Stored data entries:
▼

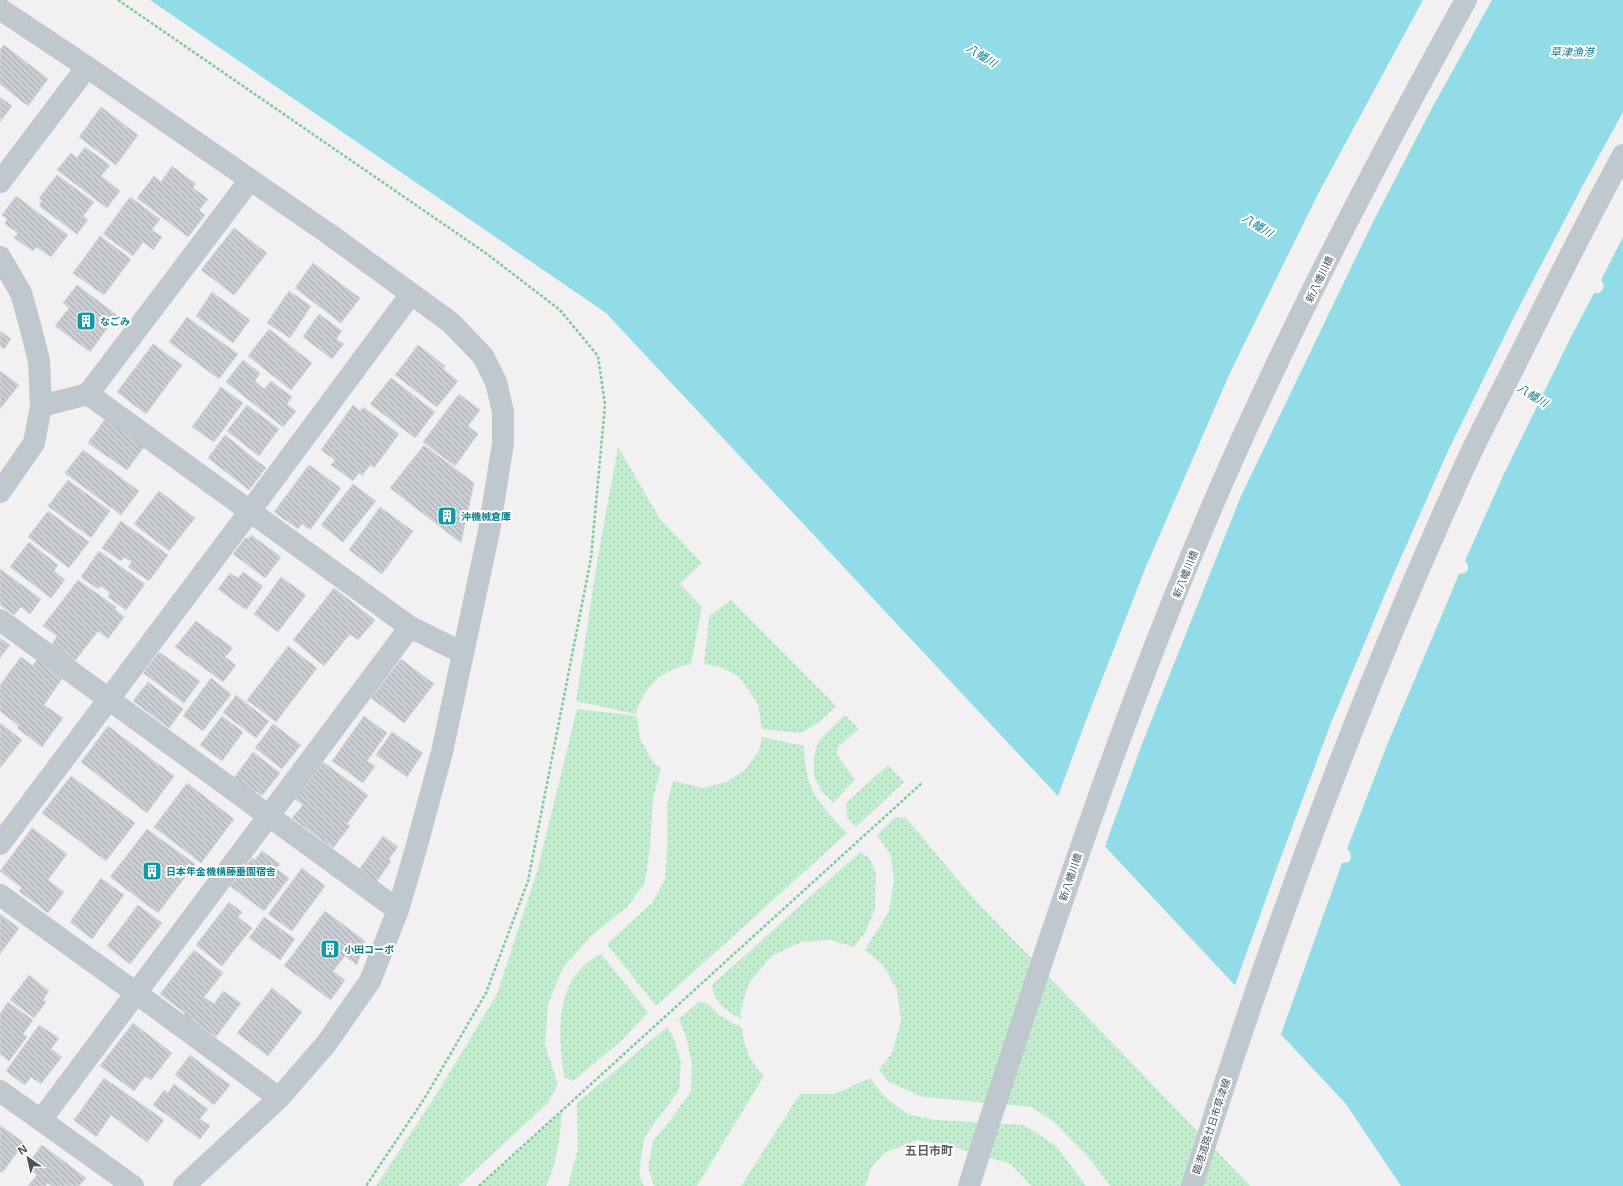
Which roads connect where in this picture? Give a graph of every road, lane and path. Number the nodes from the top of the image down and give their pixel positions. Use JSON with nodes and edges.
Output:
{"nodes":[{"id":1,"x":1466,"y":0,"type":"edge"},
{"id":2,"x":0,"y":9,"type":"edge"},
{"id":3,"x":87,"y":67,"type":"junction"},
{"id":4,"x":1623,"y":155,"type":"edge"},
{"id":5,"x":250,"y":180,"type":"junction"},
{"id":6,"x":0,"y":182,"type":"edge"},
{"id":7,"x":0,"y":257,"type":"edge"},
{"id":8,"x":411,"y":294,"type":"junction"},
{"id":9,"x":88,"y":394,"type":"junction"},
{"id":10,"x":41,"y":406,"type":"junction"},
{"id":11,"x":0,"y":492,"type":"edge"},
{"id":12,"x":250,"y":511,"type":"junction"},
{"id":13,"x":0,"y":620,"type":"edge"},
{"id":14,"x":410,"y":627,"type":"junction"},
{"id":15,"x":463,"y":653,"type":"junction"},
{"id":16,"x":108,"y":698,"type":"junction"},
{"id":17,"x":923,"y":782,"type":"dead end"},
{"id":18,"x":268,"y":816,"type":"junction"},
{"id":19,"x":0,"y":844,"type":"edge"},
{"id":20,"x":0,"y":896,"type":"edge"},
{"id":21,"x":398,"y":910,"type":"junction"},
{"id":22,"x":136,"y":993,"type":"junction"},
{"id":23,"x":0,"y":1091,"type":"edge"},
{"id":24,"x":279,"y":1098,"type":"junction"},
{"id":25,"x":41,"y":1120,"type":"junction"},
{"id":26,"x":970,"y":1182,"type":"edge"},
{"id":27,"x":133,"y":1186,"type":"edge"},
{"id":28,"x":184,"y":1186,"type":"edge"},
{"id":29,"x":478,"y":1186,"type":"edge"},
{"id":30,"x":1192,"y":1186,"type":"edge"}],
"edges":[{"from":1,"to":26,"type":"street","name":"新八幡川橋"},
{"from":2,"to":3,"type":"street"},
{"from":3,"to":5,"type":"street"},
{"from":3,"to":6,"type":"street"},
{"from":4,"to":30,"type":"street","name":"臨港道路廿日市草津線"},
{"from":5,"to":8,"type":"street"},
{"from":5,"to":9,"type":"street"},
{"from":7,"to":10,"type":"street"},
{"from":8,"to":12,"type":"street"},
{"from":8,"to":15,"type":"street"},
{"from":9,"to":10,"type":"street"},
{"from":9,"to":12,"type":"street"},
{"from":10,"to":11,"type":"street"},
{"from":12,"to":14,"type":"street"},
{"from":12,"to":16,"type":"street"},
{"from":13,"to":16,"type":"street"},
{"from":14,"to":15,"type":"street"},
{"from":14,"to":18,"type":"street"},
{"from":15,"to":21,"type":"street"},
{"from":16,"to":18,"type":"street"},
{"from":16,"to":19,"type":"street"},
{"from":17,"to":29,"type":"path"},
{"from":18,"to":21,"type":"street"},
{"from":18,"to":22,"type":"street"},
{"from":20,"to":22,"type":"street"},
{"from":21,"to":24,"type":"street"},
{"from":22,"to":24,"type":"street"},
{"from":22,"to":25,"type":"street"},
{"from":23,"to":25,"type":"street"},
{"from":24,"to":28,"type":"street"},
{"from":25,"to":27,"type":"street"}]}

▲

GOAL OF THE EXERCISE: A verbatim copy of every record is required, with all pictures excluded.

OUTPUT BELOW:
Which roads connect where in this picture? Give a graph of every road, lane and path. Number the nodes from the top of the image down and give their pixel positions. Use JSON with nodes and edges.
Output:
{"nodes":[{"id":1,"x":1466,"y":0,"type":"edge"},
{"id":2,"x":0,"y":9,"type":"edge"},
{"id":3,"x":87,"y":67,"type":"junction"},
{"id":4,"x":1623,"y":155,"type":"edge"},
{"id":5,"x":250,"y":180,"type":"junction"},
{"id":6,"x":0,"y":182,"type":"edge"},
{"id":7,"x":0,"y":257,"type":"edge"},
{"id":8,"x":411,"y":294,"type":"junction"},
{"id":9,"x":88,"y":394,"type":"junction"},
{"id":10,"x":41,"y":406,"type":"junction"},
{"id":11,"x":0,"y":492,"type":"edge"},
{"id":12,"x":250,"y":511,"type":"junction"},
{"id":13,"x":0,"y":620,"type":"edge"},
{"id":14,"x":410,"y":627,"type":"junction"},
{"id":15,"x":463,"y":653,"type":"junction"},
{"id":16,"x":108,"y":698,"type":"junction"},
{"id":17,"x":923,"y":782,"type":"dead end"},
{"id":18,"x":268,"y":816,"type":"junction"},
{"id":19,"x":0,"y":844,"type":"edge"},
{"id":20,"x":0,"y":896,"type":"edge"},
{"id":21,"x":398,"y":910,"type":"junction"},
{"id":22,"x":136,"y":993,"type":"junction"},
{"id":23,"x":0,"y":1091,"type":"edge"},
{"id":24,"x":279,"y":1098,"type":"junction"},
{"id":25,"x":41,"y":1120,"type":"junction"},
{"id":26,"x":970,"y":1182,"type":"edge"},
{"id":27,"x":133,"y":1186,"type":"edge"},
{"id":28,"x":184,"y":1186,"type":"edge"},
{"id":29,"x":478,"y":1186,"type":"edge"},
{"id":30,"x":1192,"y":1186,"type":"edge"}],
"edges":[{"from":1,"to":26,"type":"street","name":"新八幡川橋"},
{"from":2,"to":3,"type":"street"},
{"from":3,"to":5,"type":"street"},
{"from":3,"to":6,"type":"street"},
{"from":4,"to":30,"type":"street","name":"臨港道路廿日市草津線"},
{"from":5,"to":8,"type":"street"},
{"from":5,"to":9,"type":"street"},
{"from":7,"to":10,"type":"street"},
{"from":8,"to":12,"type":"street"},
{"from":8,"to":15,"type":"street"},
{"from":9,"to":10,"type":"street"},
{"from":9,"to":12,"type":"street"},
{"from":10,"to":11,"type":"street"},
{"from":12,"to":14,"type":"street"},
{"from":12,"to":16,"type":"street"},
{"from":13,"to":16,"type":"street"},
{"from":14,"to":15,"type":"street"},
{"from":14,"to":18,"type":"street"},
{"from":15,"to":21,"type":"street"},
{"from":16,"to":18,"type":"street"},
{"from":16,"to":19,"type":"street"},
{"from":17,"to":29,"type":"path"},
{"from":18,"to":21,"type":"street"},
{"from":18,"to":22,"type":"street"},
{"from":20,"to":22,"type":"street"},
{"from":21,"to":24,"type":"street"},
{"from":22,"to":24,"type":"street"},
{"from":22,"to":25,"type":"street"},
{"from":23,"to":25,"type":"street"},
{"from":24,"to":28,"type":"street"},
{"from":25,"to":27,"type":"street"}]}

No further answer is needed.